Stored data:

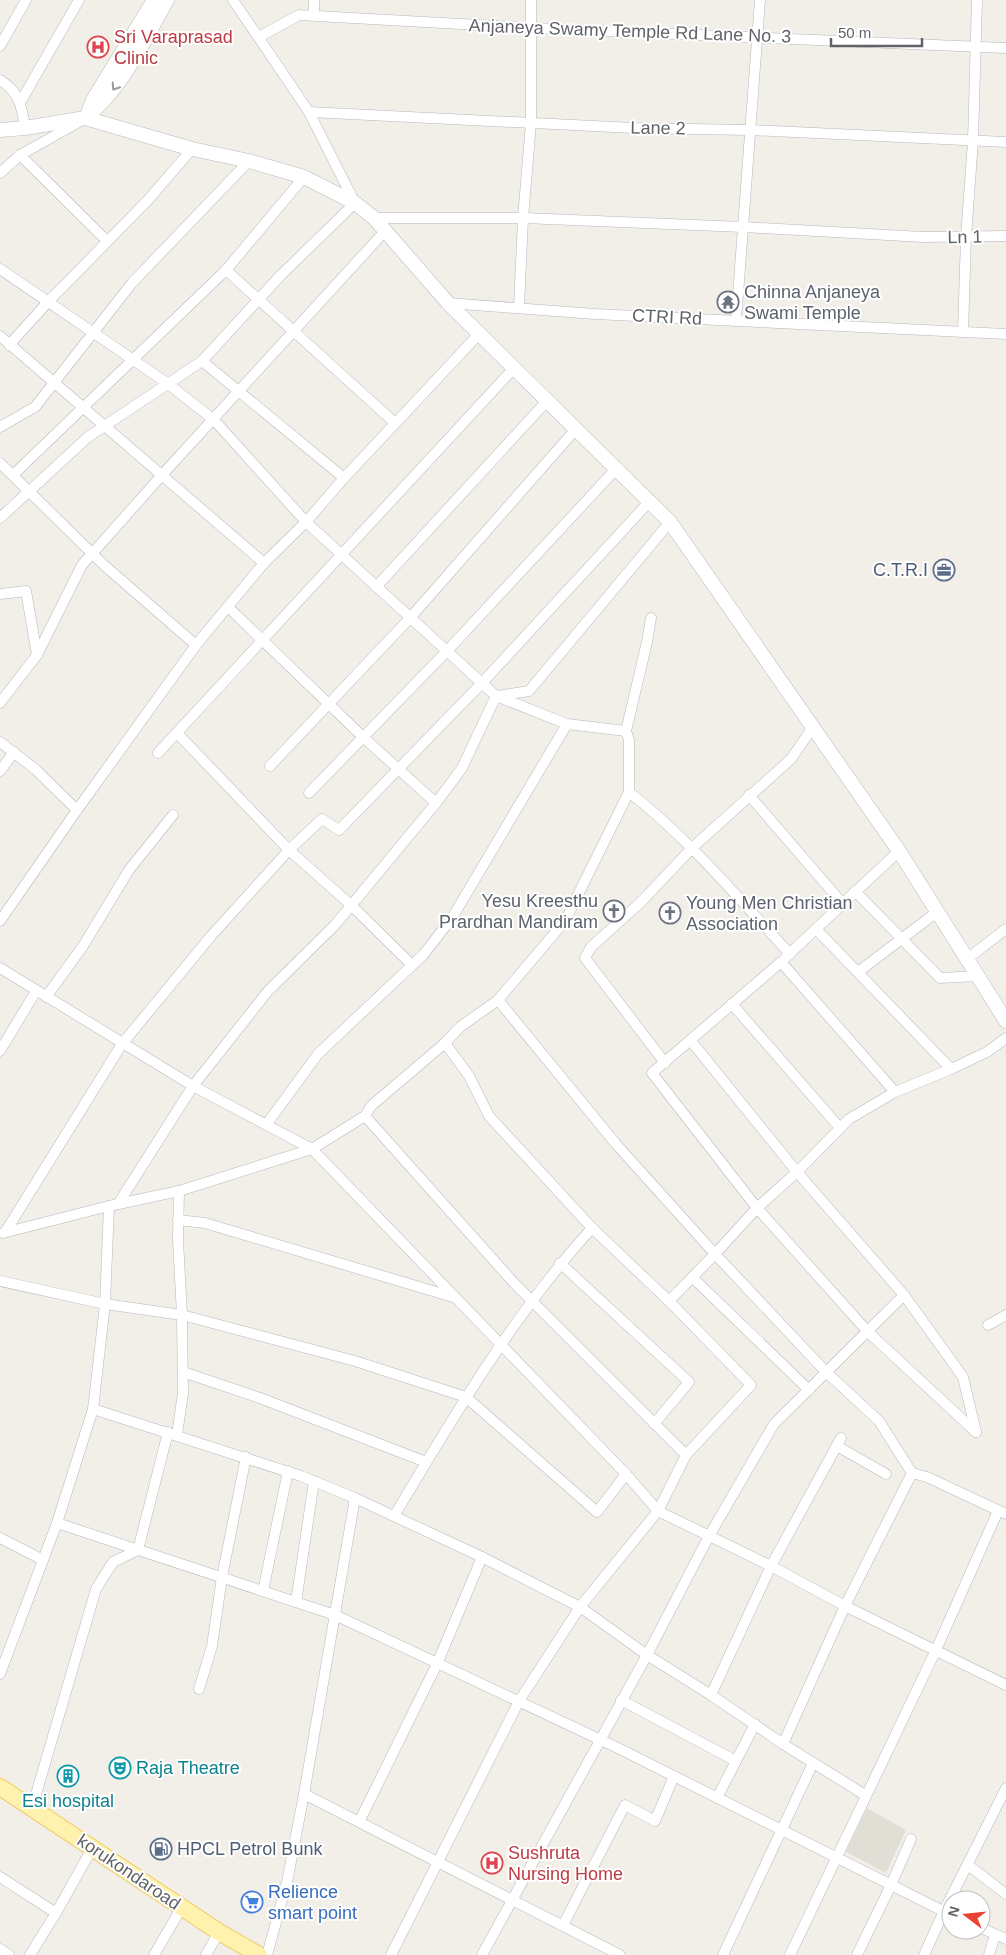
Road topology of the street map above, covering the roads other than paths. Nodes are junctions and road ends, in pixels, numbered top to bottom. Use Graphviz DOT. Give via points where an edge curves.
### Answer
graph roads {
  1 [pos="26,0"];
  2 [pos="79,0"];
  3 [pos="154,0"];
  4 [pos="167,0"];
  5 [pos="233,0"];
  6 [pos="314,0"];
  7 [pos="532,0"];
  8 [pos="760,0"];
  9 [pos="978,0"];
  10 [pos="314,15"];
  11 [pos="532,28"];
  12 [pos="758,36"];
  13 [pos="259,37"];
  14 [pos="0,46"];
  15 [pos="976,46"];
  16 [pos="1006,48"];
  17 [pos="0,80"];
  18 [pos="21,101"];
  19 [pos="309,112"];
  20 [pos="85,118"];
  21 [pos="531,123"];
  22 [pos="25,128"];
  23 [pos="0,130"];
  24 [pos="749,130"];
  25 [pos="973,141"];
  26 [pos="1006,142"];
  27 [pos="192,149"];
  28 [pos="20,156"];
  29 [pos="249,162"];
  30 [pos="0,173"];
  31 [pos="304,177"];
  32 [pos="355,203"];
  33 [pos="374,218"];
  34 [pos="523,218"];
  35 [pos="742,227"];
  36 [pos="386,230"];
  37 [pos="966,236"];
  38 [pos="1006,236"];
  39 [pos="107,241"];
  40 [pos="0,269"];
  41 [pos="226,270"];
  42 [pos="258,300"];
  43 [pos="48,302"];
  44 [pos="448,303"];
  45 [pos="519,308"];
  46 [pos="736,321"];
  47 [pos="294,332"];
  48 [pos="963,332"];
  49 [pos="93,333"];
  50 [pos="479,334"];
  51 [pos="1006,334"];
  52 [pos="0,336"];
  53 [pos="10,345"];
  54 [pos="133,360"];
  55 [pos="202,361"];
  56 [pos="514,368"];
  57 [pos="54,383"];
  58 [pos="167,383"];
  59 [pos="239,392"];
  60 [pos="547,401"];
  61 [pos="83,408"];
  62 [pos="214,420"];
  63 [pos="396,423"];
  64 [pos="104,426"];
  65 [pos="0,427"];
  66 [pos="576,429"];
  67 [pos="0,463"];
  68 [pos="616,469"];
  69 [pos="162,475"];
  70 [pos="13,476"];
  71 [pos="344,478"];
  72 [pos="29,491"];
  73 [pos="649,502"];
  74 [pos="0,518"];
  75 [pos="306,522"];
  76 [pos="670,522"];
  77 [pos="93,553"];
  78 [pos="342,555"];
  79 [pos="264,563"];
  80 [pos="376,587"];
  81 [pos="0,594"];
  82 [pos="228,607"];
  83 [pos="410,618"];
  84 [pos="651,618"];
  85 [pos="262,641"];
  86 [pos="196,645"];
  87 [pos="447,651"];
  88 [pos="37,655"];
  89 [pos="482,683"];
  90 [pos="496,696"];
  91 [pos="0,703"];
  92 [pos="329,704"];
  93 [pos="566,724"];
  94 [pos="813,727"];
  95 [pos="626,731"];
  96 [pos="177,733"];
  97 [pos="363,738"];
  98 [pos="0,742"];
  99 [pos="14,752"];
  100 [pos="158,753"];
  101 [pos="270,766"];
  102 [pos="398,769"];
  103 [pos="0,771"];
  104 [pos="629,792"];
  105 [pos="309,793"];
  106 [pos="749,795"];
  107 [pos="436,803"];
  108 [pos="77,810"];
  109 [pos="173,815"];
  110 [pos="692,848"];
  111 [pos="289,850"];
  112 [pos="900,851"];
  113 [pos="855,891"];
  114 [pos="842,903"];
  115 [pos="351,906"];
  116 [pos="937,912"];
  117 [pos="0,921"];
  118 [pos="1006,928"];
  119 [pos="816,929"];
  120 [pos="902,939"];
  121 [pos="790,954"];
  122 [pos="967,959"];
  123 [pos="781,962"];
  124 [pos="412,965"];
  125 [pos="0,968"];
  126 [pos="858,972"];
  127 [pos="978,976"];
  128 [pos="36,991"];
  129 [pos="46,997"];
  130 [pos="498,1000"];
  131 [pos="732,1004"];
  132 [pos="1006,1021"];
  133 [pos="1006,1038"];
  134 [pos="691,1041"];
  135 [pos="445,1043"];
  136 [pos="122,1044"];
  137 [pos="0,1051"];
  138 [pos="665,1063"];
  139 [pos="951,1069"];
  140 [pos="193,1086"];
  141 [pos="895,1092"];
  142 [pos="365,1116"];
  143 [pos="266,1125"];
  144 [pos="840,1128"];
  145 [pos="312,1149"];
  146 [pos="797,1172"];
  147 [pos="179,1191"];
  148 [pos="113,1205"];
  149 [pos="757,1208"];
  150 [pos="178,1220"];
  151 [pos="592,1228"];
  152 [pos="3,1233"];
  153 [pos="715,1254"];
  154 [pos="560,1263"];
  155 [pos="693,1278"];
  156 [pos="0,1281"];
  157 [pos="904,1295"];
  158 [pos="454,1297"];
  159 [pos="669,1301"];
  160 [pos="532,1302"];
  161 [pos="105,1304"];
  162 [pos="182,1315"];
  163 [pos="1006,1315"];
  164 [pos="988,1325"];
  165 [pos="868,1332"];
  166 [pos="500,1344"];
  167 [pos="183,1372"];
  168 [pos="826,1372"];
  169 [pos="809,1390"];
  170 [pos="466,1397"];
  171 [pos="93,1409"];
  172 [pos="654,1424"];
  173 [pos="172,1434"];
  174 [pos="686,1455"];
  175 [pos="246,1457"];
  176 [pos="426,1462"];
  177 [pos="288,1471"];
  178 [pos="912,1473"];
  179 [pos="626,1474"];
  180 [pos="886,1474"];
  181 [pos="314,1481"];
  182 [pos="355,1498"];
  183 [pos="658,1511"];
  184 [pos="1002,1513"];
  185 [pos="394,1516"];
  186 [pos="57,1522"];
  187 [pos="709,1536"];
  188 [pos="0,1538"];
  189 [pos="138,1550"];
  190 [pos="482,1557"];
  191 [pos="43,1560"];
  192 [pos="771,1566"];
  193 [pos="222,1577"];
  194 [pos="263,1591"];
  195 [pos="296,1602"];
  196 [pos="845,1606"];
  197 [pos="580,1607"];
  198 [pos="335,1615"];
  199 [pos="936,1650"];
  200 [pos="647,1654"];
  201 [pos="437,1664"];
  202 [pos="0,1674"];
  203 [pos="1006,1684"];
  204 [pos="199,1689"];
  205 [pos="711,1695"];
  206 [pos="621,1700"];
  207 [pos="519,1701"];
  208 [pos="755,1724"];
  209 [pos="600,1740"];
  210 [pos="783,1744"];
  211 [pos="736,1761"];
  212 [pos="813,1763"];
  213 [pos="674,1776"];
  214 [pos="0,1787"];
  215 [pos="1006,1788"];
  216 [pos="304,1794"];
  217 [pos="865,1795"];
  218 [pos="717,1798"];
  219 [pos="32,1808"];
  220 [pos="359,1822"];
  221 [pos="782,1831"];
  222 [pos="911,1839"];
  223 [pos="92,1847"];
  224 [pos="835,1857"];
  225 [pos="438,1862"];
  226 [pos="968,1865"];
  227 [pos="0,1877"];
  228 [pos="891,1885"];
  229 [pos="957,1890"];
  230 [pos="1006,1894"];
  231 [pos="512,1899"];
  232 [pos="182,1907"];
  233 [pos="941,1910"];
  234 [pos="56,1913"];
  235 [pos="941,1924"];
  236 [pos="564,1925"];
  237 [pos="219,1932"];
  238 [pos="991,1933"];
  239 [pos="996,1935"];
  240 [pos="1006,1939"];
  241 [pos="0,1949"];
  242 [pos="605,1952"];
  243 [pos="9,1955"];
  244 [pos="30,1955"];
  245 [pos="154,1955"];
  246 [pos="206,1955"];
  247 [pos="259,1955"];
  248 [pos="268,1955"];
  249 [pos="391,1955"];
  250 [pos="482,1955"];
  251 [pos="620,1955"];
  252 [pos="723,1955"];
  253 [pos="790,1955"];
  254 [pos="857,1955"];
  255 [pos="924,1955"];
  256 [pos="988,1955"];
  1 -- 14 [label="street"];
  2 -- 18 [label="street"];
  3 -- 20 [label="street"];
  4 -- 20 [label="street, one-way" via="109,96"];
  5 -- 13 [label="street"];
  6 -- 10 [label="street"];
  7 -- 11 [label="street"];
  8 -- 12 [label="street"];
  9 -- 15 [label="street"];
  10 -- 11 [label="street, Anjaneya Swamy Temple Rd Lane No. 3"];
  10 -- 13 [label="street, Anjaneya Swamy Temple Rd Lane No. 3" via="299,15"];
  11 -- 12 [label="street, Anjaneya Swamy Temple Rd Lane No. 3"];
  11 -- 21 [label="street"];
  12 -- 15 [label="street, Anjaneya Swamy Temple Rd Lane No. 3"];
  12 -- 24 [label="street"];
  13 -- 19 [label="street"];
  15 -- 16 [label="street, Anjaneya Swamy Temple Rd Lane No. 3"];
  15 -- 25 [label="street"];
  17 -- 18 [label="street"];
  18 -- 22 [label="street"];
  19 -- 21 [label="street, Lane 2"];
  19 -- 32 [label="street"];
  20 -- 22 [label="street"];
  20 -- 27 [label="street"];
  20 -- 28 [label="street"];
  21 -- 24 [label="street, Lane 2"];
  21 -- 34 [label="street"];
  22 -- 23 [label="street"];
  24 -- 25 [label="street, Lane 2"];
  24 -- 35 [label="street"];
  25 -- 26 [label="street, Lane 2"];
  25 -- 37 [label="street"];
  27 -- 29 [label="street"];
  27 -- 39 [label="street"];
  28 -- 30 [label="street"];
  28 -- 39 [label="street"];
  29 -- 31 [label="street"];
  29 -- 49 [label="street" via="132,283"];
  31 -- 32 [label="street"];
  31 -- 41 [label="street"];
  32 -- 33 [label="street"];
  32 -- 42 [label="street"];
  33 -- 34 [label="street, Ln 1"];
  33 -- 36 [label="street"];
  34 -- 35 [label="street, Ln 1"];
  34 -- 45 [label="street"];
  35 -- 37 [label="street, Ln 1" via="923,237"];
  35 -- 46 [label="street"];
  36 -- 44 [label="street"];
  36 -- 47 [label="street"];
  37 -- 38 [label="street, Ln 1"];
  37 -- 48 [label="street"];
  39 -- 43 [label="street"];
  40 -- 43 [label="street"];
  41 -- 42 [label="street"];
  41 -- 54 [label="street"];
  42 -- 47 [label="street"];
  42 -- 55 [label="street"];
  43 -- 49 [label="street"];
  43 -- 53 [label="street"];
  44 -- 45 [label="street, CTRI Rd"];
  44 -- 50 [label="street"];
  45 -- 46 [label="street, CTRI Rd"];
  46 -- 48 [label="street, CTRI Rd"];
  47 -- 59 [label="street"];
  47 -- 63 [label="street"];
  48 -- 51 [label="street, CTRI Rd"];
  49 -- 54 [label="street"];
  49 -- 57 [label="street"];
  50 -- 56 [label="street"];
  50 -- 63 [label="street"];
  52 -- 53 [label="street"];
  53 -- 57 [label="street"];
  54 -- 58 [label="street"];
  54 -- 61 [label="street"];
  55 -- 58 [label="street"];
  55 -- 59 [label="street"];
  56 -- 60 [label="street"];
  56 -- 78 [label="street"];
  57 -- 61 [label="street"];
  57 -- 65 [label="street" via="35,407"];
  58 -- 62 [label="street"];
  58 -- 64 [label="street"];
  59 -- 62 [label="street"];
  59 -- 71 [label="street"];
  60 -- 66 [label="street"];
  60 -- 80 [label="street"];
  61 -- 64 [label="street"];
  61 -- 70 [label="street"];
  62 -- 69 [label="street"];
  62 -- 75 [label="street"];
  63 -- 71 [label="street"];
  64 -- 69 [label="street"];
  64 -- 72 [label="street"];
  66 -- 68 [label="street"];
  66 -- 83 [label="street"];
  67 -- 70 [label="street"];
  68 -- 73 [label="street"];
  68 -- 87 [label="street"];
  69 -- 77 [label="street"];
  69 -- 79 [label="street"];
  70 -- 72 [label="street"];
  71 -- 75 [label="street"];
  72 -- 74 [label="street"];
  72 -- 77 [label="street"];
  73 -- 76 [label="street"];
  73 -- 89 [label="street"];
  75 -- 78 [label="street"];
  75 -- 79 [label="street"];
  76 -- 90 [label="street" via="530,691"];
  76 -- 94 [label="street"];
  77 -- 86 [label="street"];
  77 -- 88 [label="street" via="82,565"];
  78 -- 80 [label="street"];
  78 -- 85 [label="street"];
  79 -- 82 [label="street"];
  80 -- 83 [label="street"];
  81 -- 88 [label="street" via="26,591"];
  82 -- 85 [label="street"];
  82 -- 86 [label="street"];
  83 -- 87 [label="street"];
  83 -- 92 [label="street"];
  84 -- 95 [label="street"];
  85 -- 92 [label="street"];
  85 -- 96 [label="street"];
  86 -- 108 [label="street"];
  87 -- 89 [label="street"];
  87 -- 97 [label="street"];
  88 -- 91 [label="street"];
  89 -- 90 [label="street"];
  89 -- 102 [label="street"];
  90 -- 93 [label="street"];
  90 -- 107 [label="street" via="462,768"];
  92 -- 97 [label="street"];
  92 -- 101 [label="street"];
  93 -- 95 [label="street"];
  93 -- 124 [label="street" via="452,918"];
  94 -- 106 [label="street" via="791,759"];
  94 -- 112 [label="street"];
  95 -- 104 [label="street" via="629,740"];
  96 -- 100 [label="street"];
  96 -- 111 [label="street"];
  97 -- 102 [label="street"];
  97 -- 105 [label="street"];
  98 -- 99 [label="street"];
  99 -- 103 [label="street"];
  99 -- 108 [label="street"];
  102 -- 107 [label="street"];
  102 -- 111 [label="street" via="339,830 322,819"];
  104 -- 110 [label="street"];
  104 -- 130 [label="street" via="565,921"];
  106 -- 110 [label="street"];
  106 -- 114 [label="street"];
  107 -- 115 [label="street"];
  108 -- 117 [label="street"];
  109 -- 129 [label="street" via="129,870 83,946"];
  110 -- 121 [label="street"];
  110 -- 138 [label="street" via="640,903 591,947 585,958"];
  111 -- 115 [label="street"];
  111 -- 136 [label="street" via="211,936"];
  112 -- 113 [label="street"];
  112 -- 116 [label="street"];
  113 -- 114 [label="street"];
  113 -- 120 [label="street"];
  114 -- 119 [label="street"];
  115 -- 124 [label="street"];
  115 -- 140 [label="street" via="268,991"];
  116 -- 120 [label="street"];
  116 -- 122 [label="street"];
  118 -- 122 [label="street"];
  119 -- 121 [label="street"];
  119 -- 126 [label="street"];
  120 -- 126 [label="street"];
  120 -- 127 [label="street" via="940,978"];
  121 -- 123 [label="street"];
  122 -- 127 [label="street"];
  123 -- 131 [label="street"];
  123 -- 141 [label="street"];
  124 -- 143 [label="street" via="318,1054"];
  125 -- 128 [label="street"];
  126 -- 139 [label="street"];
  127 -- 132 [label="street"];
  128 -- 129 [label="street"];
  128 -- 137 [label="street"];
  129 -- 136 [label="street"];
  130 -- 135 [label="street" via="460,1026"];
  130 -- 153 [label="street" via="616,1144"];
  131 -- 134 [label="street"];
  131 -- 144 [label="street"];
  133 -- 139 [label="street" via="987,1052"];
  134 -- 138 [label="street"];
  134 -- 146 [label="street"];
  135 -- 142 [label="street" via="371,1106"];
  135 -- 151 [label="street" via="469,1076 489,1116"];
  136 -- 140 [label="street"];
  136 -- 152 [label="street"];
  138 -- 149 [label="street" via="652,1074"];
  139 -- 141 [label="street"];
  140 -- 143 [label="street"];
  140 -- 148 [label="street"];
  141 -- 144 [label="street" via="849,1119"];
  142 -- 145 [label="street"];
  142 -- 160 [label="street"];
  143 -- 145 [label="street"];
  144 -- 146 [label="street"];
  145 -- 147 [label="street"];
  145 -- 158 [label="street"];
  146 -- 149 [label="street"];
  146 -- 157 [label="street"];
  147 -- 148 [label="street"];
  147 -- 150 [label="street"];
  148 -- 152 [label="street"];
  148 -- 161 [label="street"];
  149 -- 153 [label="street"];
  149 -- 165 [label="street"];
  150 -- 158 [label="street" via="205,1223"];
  150 -- 162 [label="street"];
  151 -- 154 [label="street"];
  151 -- 159 [label="street"];
  153 -- 155 [label="street"];
  153 -- 168 [label="street"];
  154 -- 160 [label="street"];
  154 -- 172 [label="street" via="689,1382"];
  155 -- 159 [label="street"];
  155 -- 169 [label="street"];
  156 -- 161 [label="street"];
  157 -- 165 [label="street"];
  157 -- 165 [label="street" via="963,1377 976,1432"];
  158 -- 166 [label="street"];
  159 -- 174 [label="street" via="751,1385"];
  160 -- 166 [label="street"];
  160 -- 172 [label="street"];
  161 -- 162 [label="street"];
  161 -- 171 [label="street"];
  162 -- 167 [label="street"];
  162 -- 170 [label="street" via="355,1361"];
  163 -- 164 [label="street"];
  165 -- 168 [label="street"];
  166 -- 170 [label="street"];
  166 -- 179 [label="street"];
  167 -- 173 [label="street" via="183,1393"];
  167 -- 176 [label="street"];
  168 -- 169 [label="street"];
  168 -- 178 [label="street" via="879,1421"];
  169 -- 187 [label="street" via="774,1424"];
  170 -- 176 [label="street"];
  170 -- 179 [label="street" via="597,1512"];
  171 -- 173 [label="street"];
  171 -- 186 [label="street"];
  172 -- 174 [label="street"];
  173 -- 175 [label="street"];
  173 -- 189 [label="street"];
  174 -- 183 [label="street"];
  175 -- 177 [label="street"];
  175 -- 193 [label="street"];
  176 -- 185 [label="street"];
  177 -- 181 [label="street"];
  177 -- 194 [label="street"];
  178 -- 184 [label="street"];
  178 -- 196 [label="street"];
  179 -- 183 [label="street"];
  180 -- 192 [label="street" via="839,1442"];
  181 -- 182 [label="street"];
  181 -- 195 [label="street"];
  182 -- 185 [label="street"];
  182 -- 198 [label="street"];
  183 -- 187 [label="street"];
  183 -- 197 [label="street"];
  184 -- 199 [label="street"];
  185 -- 190 [label="street"];
  186 -- 189 [label="street"];
  186 -- 191 [label="street"];
  187 -- 192 [label="street"];
  187 -- 200 [label="street"];
  188 -- 191 [label="street"];
  189 -- 193 [label="street"];
  189 -- 219 [label="street" via="113,1562 96,1589"];
  190 -- 197 [label="street"];
  190 -- 201 [label="street"];
  191 -- 202 [label="street"];
  192 -- 196 [label="street"];
  192 -- 205 [label="street"];
  193 -- 194 [label="street"];
  193 -- 204 [label="street" via="212,1646"];
  194 -- 195 [label="street"];
  195 -- 198 [label="street"];
  196 -- 199 [label="street"];
  196 -- 210 [label="street"];
  197 -- 200 [label="street"];
  197 -- 207 [label="street"];
  198 -- 201 [label="street"];
  198 -- 216 [label="street"];
  199 -- 203 [label="street"];
  199 -- 217 [label="street"];
  200 -- 205 [label="street"];
  200 -- 206 [label="street"];
  201 -- 207 [label="street"];
  201 -- 220 [label="street"];
  205 -- 208 [label="street"];
  206 -- 209 [label="street"];
  206 -- 211 [label="street"];
  207 -- 209 [label="street"];
  207 -- 225 [label="street"];
  208 -- 210 [label="street"];
  208 -- 211 [label="street"];
  209 -- 213 [label="street"];
  209 -- 231 [label="street"];
  210 -- 212 [label="street"];
  211 -- 218 [label="street"];
  212 -- 217 [label="street"];
  212 -- 221 [label="street"];
  213 -- 218 [label="street"];
  213 -- 236 [label="street" via="655,1821 625,1805"];
  214 -- 219 [label="main road, korukondaroad"];
  215 -- 226 [label="street"];
  216 -- 220 [label="street"];
  216 -- 248 [label="street" via="287,1882"];
  217 -- 224 [label="street"];
  218 -- 221 [label="street"];
  219 -- 223 [label="main road, korukondaroad"];
  220 -- 225 [label="street"];
  221 -- 224 [label="street"];
  221 -- 252 [label="street"];
  222 -- 228 [label="street"];
  223 -- 232 [label="main road, korukondaroad"];
  223 -- 234 [label="street"];
  224 -- 228 [label="street"];
  224 -- 253 [label="street"];
  225 -- 231 [label="street"];
  225 -- 249 [label="street"];
  226 -- 229 [label="street"];
  226 -- 230 [label="street"];
  227 -- 234 [label="street"];
  228 -- 233 [label="street"];
  228 -- 254 [label="street"];
  231 -- 236 [label="street"];
  231 -- 250 [label="street"];
  232 -- 237 [label="main road, korukondaroad"];
  232 -- 245 [label="street"];
  234 -- 244 [label="street"];
  235 -- 255 [label="street"];
  236 -- 242 [label="street"];
  237 -- 246 [label="street"];
  237 -- 247 [label="main road, korukondaroad"];
  238 -- 239 [label="street"];
  239 -- 240 [label="street"];
  239 -- 256 [label="street"];
  241 -- 243 [label="street"];
  242 -- 251 [label="street"];
}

Aim of the exercise: Report, using only a number, how many lines above hold the word "korukondaroad".

Response to this exercise: 5